**Task requirements**
Every entry needs to be repeated exactly, with nothing left out.

Stored data:
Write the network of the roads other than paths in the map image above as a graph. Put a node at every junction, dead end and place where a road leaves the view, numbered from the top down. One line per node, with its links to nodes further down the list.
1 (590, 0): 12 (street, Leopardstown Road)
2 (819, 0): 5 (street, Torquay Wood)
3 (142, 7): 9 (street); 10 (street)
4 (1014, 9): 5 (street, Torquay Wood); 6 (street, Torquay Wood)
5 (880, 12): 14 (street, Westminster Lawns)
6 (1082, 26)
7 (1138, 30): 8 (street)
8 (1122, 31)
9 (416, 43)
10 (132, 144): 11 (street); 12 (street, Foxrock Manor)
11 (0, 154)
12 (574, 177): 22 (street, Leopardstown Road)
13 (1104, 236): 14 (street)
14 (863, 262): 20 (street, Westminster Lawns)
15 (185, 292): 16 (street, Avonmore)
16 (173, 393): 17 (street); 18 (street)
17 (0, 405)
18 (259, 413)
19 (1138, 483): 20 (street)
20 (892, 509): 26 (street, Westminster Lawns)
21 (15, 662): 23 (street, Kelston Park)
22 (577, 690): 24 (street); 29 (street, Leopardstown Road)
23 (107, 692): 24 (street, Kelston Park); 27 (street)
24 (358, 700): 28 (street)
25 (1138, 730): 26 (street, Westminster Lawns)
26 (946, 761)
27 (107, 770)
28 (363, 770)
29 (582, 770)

**Response to the exercise**
Write the network of the roads other than paths in the map image above as a graph. Put a node at every junction, dead end and place where a road leaves the view, numbered from the top down. One line per node, with its links to nodes further down the list.
1 (590, 0): 12 (street, Leopardstown Road)
2 (819, 0): 5 (street, Torquay Wood)
3 (142, 7): 9 (street); 10 (street)
4 (1014, 9): 5 (street, Torquay Wood); 6 (street, Torquay Wood)
5 (880, 12): 14 (street, Westminster Lawns)
6 (1082, 26)
7 (1138, 30): 8 (street)
8 (1122, 31)
9 (416, 43)
10 (132, 144): 11 (street); 12 (street, Foxrock Manor)
11 (0, 154)
12 (574, 177): 22 (street, Leopardstown Road)
13 (1104, 236): 14 (street)
14 (863, 262): 20 (street, Westminster Lawns)
15 (185, 292): 16 (street, Avonmore)
16 (173, 393): 17 (street); 18 (street)
17 (0, 405)
18 (259, 413)
19 (1138, 483): 20 (street)
20 (892, 509): 26 (street, Westminster Lawns)
21 (15, 662): 23 (street, Kelston Park)
22 (577, 690): 24 (street); 29 (street, Leopardstown Road)
23 (107, 692): 24 (street, Kelston Park); 27 (street)
24 (358, 700): 28 (street)
25 (1138, 730): 26 (street, Westminster Lawns)
26 (946, 761)
27 (107, 770)
28 (363, 770)
29 (582, 770)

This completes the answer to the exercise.